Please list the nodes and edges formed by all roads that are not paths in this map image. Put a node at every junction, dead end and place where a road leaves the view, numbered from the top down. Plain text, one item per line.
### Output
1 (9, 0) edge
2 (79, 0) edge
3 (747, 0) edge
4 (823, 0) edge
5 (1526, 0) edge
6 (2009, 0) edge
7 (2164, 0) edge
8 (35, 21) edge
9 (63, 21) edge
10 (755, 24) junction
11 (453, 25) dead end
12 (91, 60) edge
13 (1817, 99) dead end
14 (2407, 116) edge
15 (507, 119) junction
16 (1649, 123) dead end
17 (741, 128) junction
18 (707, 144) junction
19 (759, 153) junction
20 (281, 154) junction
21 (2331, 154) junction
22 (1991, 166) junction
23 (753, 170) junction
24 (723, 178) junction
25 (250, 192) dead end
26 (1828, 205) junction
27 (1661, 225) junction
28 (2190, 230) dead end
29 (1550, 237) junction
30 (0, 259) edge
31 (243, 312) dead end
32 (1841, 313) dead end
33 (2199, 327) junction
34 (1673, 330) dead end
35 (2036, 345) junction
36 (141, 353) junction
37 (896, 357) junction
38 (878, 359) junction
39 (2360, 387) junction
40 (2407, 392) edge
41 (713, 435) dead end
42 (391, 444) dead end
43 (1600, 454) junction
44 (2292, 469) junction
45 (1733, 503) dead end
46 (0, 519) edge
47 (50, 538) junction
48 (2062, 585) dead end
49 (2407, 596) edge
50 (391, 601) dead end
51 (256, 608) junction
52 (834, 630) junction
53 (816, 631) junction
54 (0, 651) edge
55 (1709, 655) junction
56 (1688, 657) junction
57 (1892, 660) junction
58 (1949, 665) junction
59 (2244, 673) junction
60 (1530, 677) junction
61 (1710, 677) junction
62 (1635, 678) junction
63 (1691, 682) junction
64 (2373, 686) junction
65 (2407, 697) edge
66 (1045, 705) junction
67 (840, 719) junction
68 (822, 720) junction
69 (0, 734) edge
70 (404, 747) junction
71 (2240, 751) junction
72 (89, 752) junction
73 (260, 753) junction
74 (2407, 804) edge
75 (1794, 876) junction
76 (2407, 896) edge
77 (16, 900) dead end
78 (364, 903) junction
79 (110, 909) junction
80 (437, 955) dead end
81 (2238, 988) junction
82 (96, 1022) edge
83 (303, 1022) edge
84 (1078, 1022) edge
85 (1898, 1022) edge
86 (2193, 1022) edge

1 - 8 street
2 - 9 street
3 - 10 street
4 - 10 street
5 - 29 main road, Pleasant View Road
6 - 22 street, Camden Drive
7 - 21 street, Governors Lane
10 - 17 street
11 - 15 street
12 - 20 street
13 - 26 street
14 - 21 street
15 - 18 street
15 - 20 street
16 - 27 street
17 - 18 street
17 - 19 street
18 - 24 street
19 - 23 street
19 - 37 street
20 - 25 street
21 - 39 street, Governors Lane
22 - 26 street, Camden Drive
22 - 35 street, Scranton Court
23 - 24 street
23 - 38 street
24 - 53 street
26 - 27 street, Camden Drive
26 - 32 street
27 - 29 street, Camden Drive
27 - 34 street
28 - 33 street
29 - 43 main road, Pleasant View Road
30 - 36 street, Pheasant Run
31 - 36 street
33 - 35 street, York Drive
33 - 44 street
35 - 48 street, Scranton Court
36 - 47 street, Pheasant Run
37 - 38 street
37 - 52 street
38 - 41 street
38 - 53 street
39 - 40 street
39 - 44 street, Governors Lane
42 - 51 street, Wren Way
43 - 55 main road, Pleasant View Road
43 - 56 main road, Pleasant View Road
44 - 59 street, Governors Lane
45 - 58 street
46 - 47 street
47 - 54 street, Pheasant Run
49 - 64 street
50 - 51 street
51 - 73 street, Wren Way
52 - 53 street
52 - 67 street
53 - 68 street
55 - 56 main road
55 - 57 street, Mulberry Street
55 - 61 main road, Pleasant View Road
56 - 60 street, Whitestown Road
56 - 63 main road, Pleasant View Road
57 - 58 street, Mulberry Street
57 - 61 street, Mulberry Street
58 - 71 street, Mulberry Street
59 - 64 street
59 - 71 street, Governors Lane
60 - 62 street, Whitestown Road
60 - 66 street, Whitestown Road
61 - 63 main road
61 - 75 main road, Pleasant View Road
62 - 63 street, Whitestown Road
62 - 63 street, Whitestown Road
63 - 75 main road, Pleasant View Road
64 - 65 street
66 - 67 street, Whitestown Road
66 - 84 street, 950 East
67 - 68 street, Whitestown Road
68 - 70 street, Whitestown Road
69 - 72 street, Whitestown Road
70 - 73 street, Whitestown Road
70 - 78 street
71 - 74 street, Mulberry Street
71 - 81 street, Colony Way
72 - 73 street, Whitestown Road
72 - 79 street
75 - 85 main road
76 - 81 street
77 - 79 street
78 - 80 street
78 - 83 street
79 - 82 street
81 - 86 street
= = = =
Set the records above down again. Match them exactly.

**Answer to this exercise:**
Please list the nodes and edges formed by all roads that are not paths in this map image. Put a node at every junction, dead end and place where a road leaves the view, numbered from the top down. Plain text, one item per line.
### Output
1 (9, 0) edge
2 (79, 0) edge
3 (747, 0) edge
4 (823, 0) edge
5 (1526, 0) edge
6 (2009, 0) edge
7 (2164, 0) edge
8 (35, 21) edge
9 (63, 21) edge
10 (755, 24) junction
11 (453, 25) dead end
12 (91, 60) edge
13 (1817, 99) dead end
14 (2407, 116) edge
15 (507, 119) junction
16 (1649, 123) dead end
17 (741, 128) junction
18 (707, 144) junction
19 (759, 153) junction
20 (281, 154) junction
21 (2331, 154) junction
22 (1991, 166) junction
23 (753, 170) junction
24 (723, 178) junction
25 (250, 192) dead end
26 (1828, 205) junction
27 (1661, 225) junction
28 (2190, 230) dead end
29 (1550, 237) junction
30 (0, 259) edge
31 (243, 312) dead end
32 (1841, 313) dead end
33 (2199, 327) junction
34 (1673, 330) dead end
35 (2036, 345) junction
36 (141, 353) junction
37 (896, 357) junction
38 (878, 359) junction
39 (2360, 387) junction
40 (2407, 392) edge
41 (713, 435) dead end
42 (391, 444) dead end
43 (1600, 454) junction
44 (2292, 469) junction
45 (1733, 503) dead end
46 (0, 519) edge
47 (50, 538) junction
48 (2062, 585) dead end
49 (2407, 596) edge
50 (391, 601) dead end
51 (256, 608) junction
52 (834, 630) junction
53 (816, 631) junction
54 (0, 651) edge
55 (1709, 655) junction
56 (1688, 657) junction
57 (1892, 660) junction
58 (1949, 665) junction
59 (2244, 673) junction
60 (1530, 677) junction
61 (1710, 677) junction
62 (1635, 678) junction
63 (1691, 682) junction
64 (2373, 686) junction
65 (2407, 697) edge
66 (1045, 705) junction
67 (840, 719) junction
68 (822, 720) junction
69 (0, 734) edge
70 (404, 747) junction
71 (2240, 751) junction
72 (89, 752) junction
73 (260, 753) junction
74 (2407, 804) edge
75 (1794, 876) junction
76 (2407, 896) edge
77 (16, 900) dead end
78 (364, 903) junction
79 (110, 909) junction
80 (437, 955) dead end
81 (2238, 988) junction
82 (96, 1022) edge
83 (303, 1022) edge
84 (1078, 1022) edge
85 (1898, 1022) edge
86 (2193, 1022) edge

1 - 8 street
2 - 9 street
3 - 10 street
4 - 10 street
5 - 29 main road, Pleasant View Road
6 - 22 street, Camden Drive
7 - 21 street, Governors Lane
10 - 17 street
11 - 15 street
12 - 20 street
13 - 26 street
14 - 21 street
15 - 18 street
15 - 20 street
16 - 27 street
17 - 18 street
17 - 19 street
18 - 24 street
19 - 23 street
19 - 37 street
20 - 25 street
21 - 39 street, Governors Lane
22 - 26 street, Camden Drive
22 - 35 street, Scranton Court
23 - 24 street
23 - 38 street
24 - 53 street
26 - 27 street, Camden Drive
26 - 32 street
27 - 29 street, Camden Drive
27 - 34 street
28 - 33 street
29 - 43 main road, Pleasant View Road
30 - 36 street, Pheasant Run
31 - 36 street
33 - 35 street, York Drive
33 - 44 street
35 - 48 street, Scranton Court
36 - 47 street, Pheasant Run
37 - 38 street
37 - 52 street
38 - 41 street
38 - 53 street
39 - 40 street
39 - 44 street, Governors Lane
42 - 51 street, Wren Way
43 - 55 main road, Pleasant View Road
43 - 56 main road, Pleasant View Road
44 - 59 street, Governors Lane
45 - 58 street
46 - 47 street
47 - 54 street, Pheasant Run
49 - 64 street
50 - 51 street
51 - 73 street, Wren Way
52 - 53 street
52 - 67 street
53 - 68 street
55 - 56 main road
55 - 57 street, Mulberry Street
55 - 61 main road, Pleasant View Road
56 - 60 street, Whitestown Road
56 - 63 main road, Pleasant View Road
57 - 58 street, Mulberry Street
57 - 61 street, Mulberry Street
58 - 71 street, Mulberry Street
59 - 64 street
59 - 71 street, Governors Lane
60 - 62 street, Whitestown Road
60 - 66 street, Whitestown Road
61 - 63 main road
61 - 75 main road, Pleasant View Road
62 - 63 street, Whitestown Road
62 - 63 street, Whitestown Road
63 - 75 main road, Pleasant View Road
64 - 65 street
66 - 67 street, Whitestown Road
66 - 84 street, 950 East
67 - 68 street, Whitestown Road
68 - 70 street, Whitestown Road
69 - 72 street, Whitestown Road
70 - 73 street, Whitestown Road
70 - 78 street
71 - 74 street, Mulberry Street
71 - 81 street, Colony Way
72 - 73 street, Whitestown Road
72 - 79 street
75 - 85 main road
76 - 81 street
77 - 79 street
78 - 80 street
78 - 83 street
79 - 82 street
81 - 86 street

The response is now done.